E. A. Beaulah, J. G. Booth, C. Boyd, K. A. Brough, Dr J. Burscough, M. Casserley, S. Collins, N. C. Dexter, N. C. Goddard, J. E. Green, J. Grimes, M. T. Hart, A. Hodgson, S. Jackson, B. C. & J. I. James, J. H. C. Leach, C. J. Lowe, R. K. Lumsdon, B. MacReamoinn, W. F. Main, D. F. Manley, P. W. Marlow, R. J. Mathers, J. S. Merrick, K. Milan, Dr E. J. Miller, C. G. Millin, M. G. Moore, H. A. Moule, T. D. Nicholl, R. A. Norton, Ms S. M. Odber, K. Pearce, C. Pearson, Mrs E. M. Phair, R. Phillips, D. Price Jones, D. R. Robinson, Mrs E. J. Shields, N. G. Shippobotham, R. Stocks, C. W. Thomas, D. H. Tompsett, Mrs T. G. Treanor, Ms S. Wallace, J. D. Walsh, G. R. Webb, R. J. Whale, Dr M. C. Whelan, P. O. G. White, I. J. Wilcock, G. H. Willett, E. G. Wren.
377 entries, with virtually no mistakes in the grid. About a dozen submitted faulty clues as a result of misreading the preamble, the faults mainly consisting of incorporating a fool other than GIT or of reusing one of the ships already used in the diagram. The only normal clue of mine which seems to have caused extra puzzlement was the one for LUNTS. I certainly never saw Alfred Lunt and his wife Lynne (or Lynn) Fontanne acting together, but I thought they were well enough known.

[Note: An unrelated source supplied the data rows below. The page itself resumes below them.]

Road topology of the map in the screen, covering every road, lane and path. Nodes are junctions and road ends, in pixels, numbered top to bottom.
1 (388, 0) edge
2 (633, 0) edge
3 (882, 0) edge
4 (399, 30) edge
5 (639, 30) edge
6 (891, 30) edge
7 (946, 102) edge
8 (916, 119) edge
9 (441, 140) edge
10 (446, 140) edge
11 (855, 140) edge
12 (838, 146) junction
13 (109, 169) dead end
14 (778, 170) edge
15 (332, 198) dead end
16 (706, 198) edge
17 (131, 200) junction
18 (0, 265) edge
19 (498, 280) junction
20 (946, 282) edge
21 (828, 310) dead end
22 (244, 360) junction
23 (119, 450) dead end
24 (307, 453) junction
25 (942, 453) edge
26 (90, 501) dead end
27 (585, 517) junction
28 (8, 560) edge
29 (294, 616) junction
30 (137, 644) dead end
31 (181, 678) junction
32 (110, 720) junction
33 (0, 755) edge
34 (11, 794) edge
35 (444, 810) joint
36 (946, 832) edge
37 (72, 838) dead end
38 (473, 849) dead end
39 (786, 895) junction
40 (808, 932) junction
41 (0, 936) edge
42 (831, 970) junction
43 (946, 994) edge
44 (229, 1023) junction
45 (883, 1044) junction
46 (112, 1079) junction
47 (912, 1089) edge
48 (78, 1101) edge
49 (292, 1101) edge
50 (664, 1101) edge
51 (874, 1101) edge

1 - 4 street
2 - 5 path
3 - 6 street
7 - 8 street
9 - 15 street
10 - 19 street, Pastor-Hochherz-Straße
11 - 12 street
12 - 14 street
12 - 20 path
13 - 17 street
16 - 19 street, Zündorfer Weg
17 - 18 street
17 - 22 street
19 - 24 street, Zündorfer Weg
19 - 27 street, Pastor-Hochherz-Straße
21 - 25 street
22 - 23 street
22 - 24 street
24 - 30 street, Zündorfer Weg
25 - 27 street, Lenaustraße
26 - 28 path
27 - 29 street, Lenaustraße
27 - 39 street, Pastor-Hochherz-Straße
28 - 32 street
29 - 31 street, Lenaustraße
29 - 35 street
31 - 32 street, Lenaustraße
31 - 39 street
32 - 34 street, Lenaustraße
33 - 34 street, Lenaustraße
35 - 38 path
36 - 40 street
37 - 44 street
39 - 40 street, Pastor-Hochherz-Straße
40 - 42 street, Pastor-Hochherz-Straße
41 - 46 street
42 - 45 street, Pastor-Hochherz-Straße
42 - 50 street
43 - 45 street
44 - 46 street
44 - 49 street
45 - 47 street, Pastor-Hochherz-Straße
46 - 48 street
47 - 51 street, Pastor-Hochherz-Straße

The idea behind the puzzle was, I guess, not one you might have expected. I’d tinkered with MD (doctor’s surgery, taking temperatures, giving samples, testing reflexes, etc), but nothing very satisfactory suggested itself. Once I’d spotted the date of the Bosch painting the thing took shape fairly quickly, though I was uncertain what to ask you to clue until fairly late in the game. I’d thought of asking you to chose an extra fool aboard an extra ship (thus widening your choice still further) but when I found I could only build fifteen special entries into the grid I made a virtue of necessity and I think made the whole thing neater by asking you to identify the final fool and put him aboard a ship of your own choosing. I realized of course that inviting clues for home-made non-words without definitions was a potentially risky thing to do. The Set B clues could all have read ‘Fool aboard a ship’, after all. But I was intrigued to see what could for once be made of this departure from tradition. I was certainly not disappointed by the result.
My decision to give the Set B clues a nautical flavour came about almost by chance when 1 Across just ‘came out’ that way. Thereafter it seemed worth trying to do the same with all the rest, more as a way of helping you to spot them from the normal clues than to indicate the ‘style’ for clues submitted. In practice it helped to give the competition a sense of focus which it might otherwise have lacked, though I did not deliberately reject clues which explored a different theme. It was important, as all serious contenders for the lists realized, to contrive clues which related to the competition in some way. Those that did not seemed just less interesting, somehow. I counted nearly 120 different ships in the whole flotilla. Some of the craft were not exactly my idea of ‘ships’, I must say (coracles, canoes and the like), but I did not exclude these from consideration. As some of you pointed out, Chambers rather generously gives ‘any floating craft’ as one of the definitions of ‘ship’. ‘Sloop’ was much the most popular. I did prefer clues which indicated the position of the git on board his vessel, so ‘Stowing away’, though undeniably neat, could have led to SGITNOW, SNGITOW or SNOGITW. I deliberately sought to avoid such ambiguity in my own clues. I was also not well-disposed to GIT being lashed onto his ship, either fore or aft, a mode of travel at sea not even a fool would choose.
Altogether, the judging was a fascinating and enjoyable exercise, and I’m grateful to you all for entering into the spirit of the thing so enthusiastically. I was also greatly touched by the many complimentary comments I received on the puzzle as a whole and on my having reached the 1,500 milestone. I look forward to meeting many of you at the dinner in Oxford on 17 March, on which I shall report in the next slip.